DATA EXCERPT |
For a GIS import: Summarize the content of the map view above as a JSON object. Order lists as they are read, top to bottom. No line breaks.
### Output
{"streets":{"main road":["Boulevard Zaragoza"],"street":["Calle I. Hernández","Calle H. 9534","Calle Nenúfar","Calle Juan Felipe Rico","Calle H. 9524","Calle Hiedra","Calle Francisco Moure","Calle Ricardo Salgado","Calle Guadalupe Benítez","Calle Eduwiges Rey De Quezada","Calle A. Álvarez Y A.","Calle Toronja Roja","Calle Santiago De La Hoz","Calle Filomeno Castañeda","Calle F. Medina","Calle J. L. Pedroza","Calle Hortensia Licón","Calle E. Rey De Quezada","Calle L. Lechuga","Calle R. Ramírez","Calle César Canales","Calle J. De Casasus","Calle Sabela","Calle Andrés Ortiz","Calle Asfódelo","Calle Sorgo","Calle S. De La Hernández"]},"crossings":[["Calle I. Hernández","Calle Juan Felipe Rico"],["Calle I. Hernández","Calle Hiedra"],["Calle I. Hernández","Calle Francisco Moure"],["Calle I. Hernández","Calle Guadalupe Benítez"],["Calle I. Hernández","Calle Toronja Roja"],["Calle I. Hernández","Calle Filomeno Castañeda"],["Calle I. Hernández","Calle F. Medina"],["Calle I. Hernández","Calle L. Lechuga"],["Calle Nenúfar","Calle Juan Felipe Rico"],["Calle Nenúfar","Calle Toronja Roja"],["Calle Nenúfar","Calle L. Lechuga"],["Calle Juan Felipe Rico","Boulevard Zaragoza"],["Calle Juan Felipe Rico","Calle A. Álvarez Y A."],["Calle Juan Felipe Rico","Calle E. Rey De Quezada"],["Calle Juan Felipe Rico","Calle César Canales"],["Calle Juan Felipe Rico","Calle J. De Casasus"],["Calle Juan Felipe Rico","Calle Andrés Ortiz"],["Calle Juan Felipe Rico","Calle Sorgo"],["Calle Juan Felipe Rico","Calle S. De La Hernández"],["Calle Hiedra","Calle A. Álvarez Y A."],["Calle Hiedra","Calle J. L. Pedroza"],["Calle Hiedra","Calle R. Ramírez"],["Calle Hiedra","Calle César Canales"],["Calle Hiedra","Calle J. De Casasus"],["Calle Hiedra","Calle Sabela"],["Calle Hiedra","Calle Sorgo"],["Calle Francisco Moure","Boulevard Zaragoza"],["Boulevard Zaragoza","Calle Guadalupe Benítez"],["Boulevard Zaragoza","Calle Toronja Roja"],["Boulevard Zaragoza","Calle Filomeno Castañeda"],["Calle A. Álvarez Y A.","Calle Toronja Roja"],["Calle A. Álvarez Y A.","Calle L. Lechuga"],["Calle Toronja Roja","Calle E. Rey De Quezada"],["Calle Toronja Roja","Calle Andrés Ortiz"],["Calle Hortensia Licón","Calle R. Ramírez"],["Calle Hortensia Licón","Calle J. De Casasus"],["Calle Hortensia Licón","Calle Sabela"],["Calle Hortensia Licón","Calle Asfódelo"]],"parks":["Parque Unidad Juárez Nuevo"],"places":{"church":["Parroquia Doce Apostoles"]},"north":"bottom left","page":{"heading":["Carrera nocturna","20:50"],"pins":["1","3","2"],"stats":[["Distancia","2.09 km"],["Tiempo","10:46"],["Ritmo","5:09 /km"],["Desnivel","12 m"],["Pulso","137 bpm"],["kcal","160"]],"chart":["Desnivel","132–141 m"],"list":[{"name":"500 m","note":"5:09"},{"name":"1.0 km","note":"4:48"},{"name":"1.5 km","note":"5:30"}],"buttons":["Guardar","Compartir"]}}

TASK STATEMENT | Exactly as it appears above, retype the material in full.

REPLY TO THE TASK |
For a GIS import: Summarize the content of the map view above as a JSON object. Order lists as they are read, top to bottom. No line breaks.
### Output
{"streets":{"main road":["Boulevard Zaragoza"],"street":["Calle I. Hernández","Calle H. 9534","Calle Nenúfar","Calle Juan Felipe Rico","Calle H. 9524","Calle Hiedra","Calle Francisco Moure","Calle Ricardo Salgado","Calle Guadalupe Benítez","Calle Eduwiges Rey De Quezada","Calle A. Álvarez Y A.","Calle Toronja Roja","Calle Santiago De La Hoz","Calle Filomeno Castañeda","Calle F. Medina","Calle J. L. Pedroza","Calle Hortensia Licón","Calle E. Rey De Quezada","Calle L. Lechuga","Calle R. Ramírez","Calle César Canales","Calle J. De Casasus","Calle Sabela","Calle Andrés Ortiz","Calle Asfódelo","Calle Sorgo","Calle S. De La Hernández"]},"crossings":[["Calle I. Hernández","Calle Juan Felipe Rico"],["Calle I. Hernández","Calle Hiedra"],["Calle I. Hernández","Calle Francisco Moure"],["Calle I. Hernández","Calle Guadalupe Benítez"],["Calle I. Hernández","Calle Toronja Roja"],["Calle I. Hernández","Calle Filomeno Castañeda"],["Calle I. Hernández","Calle F. Medina"],["Calle I. Hernández","Calle L. Lechuga"],["Calle Nenúfar","Calle Juan Felipe Rico"],["Calle Nenúfar","Calle Toronja Roja"],["Calle Nenúfar","Calle L. Lechuga"],["Calle Juan Felipe Rico","Boulevard Zaragoza"],["Calle Juan Felipe Rico","Calle A. Álvarez Y A."],["Calle Juan Felipe Rico","Calle E. Rey De Quezada"],["Calle Juan Felipe Rico","Calle César Canales"],["Calle Juan Felipe Rico","Calle J. De Casasus"],["Calle Juan Felipe Rico","Calle Andrés Ortiz"],["Calle Juan Felipe Rico","Calle Sorgo"],["Calle Juan Felipe Rico","Calle S. De La Hernández"],["Calle Hiedra","Calle A. Álvarez Y A."],["Calle Hiedra","Calle J. L. Pedroza"],["Calle Hiedra","Calle R. Ramírez"],["Calle Hiedra","Calle César Canales"],["Calle Hiedra","Calle J. De Casasus"],["Calle Hiedra","Calle Sabela"],["Calle Hiedra","Calle Sorgo"],["Calle Francisco Moure","Boulevard Zaragoza"],["Boulevard Zaragoza","Calle Guadalupe Benítez"],["Boulevard Zaragoza","Calle Toronja Roja"],["Boulevard Zaragoza","Calle Filomeno Castañeda"],["Calle A. Álvarez Y A.","Calle Toronja Roja"],["Calle A. Álvarez Y A.","Calle L. Lechuga"],["Calle Toronja Roja","Calle E. Rey De Quezada"],["Calle Toronja Roja","Calle Andrés Ortiz"],["Calle Hortensia Licón","Calle R. Ramírez"],["Calle Hortensia Licón","Calle J. De Casasus"],["Calle Hortensia Licón","Calle Sabela"],["Calle Hortensia Licón","Calle Asfódelo"]],"parks":["Parque Unidad Juárez Nuevo"],"places":{"church":["Parroquia Doce Apostoles"]},"north":"bottom left","page":{"heading":["Carrera nocturna","20:50"],"pins":["1","3","2"],"stats":[["Distancia","2.09 km"],["Tiempo","10:46"],["Ritmo","5:09 /km"],["Desnivel","12 m"],["Pulso","137 bpm"],["kcal","160"]],"chart":["Desnivel","132–141 m"],"list":[{"name":"500 m","note":"5:09"},{"name":"1.0 km","note":"4:48"},{"name":"1.5 km","note":"5:30"}],"buttons":["Guardar","Compartir"]}}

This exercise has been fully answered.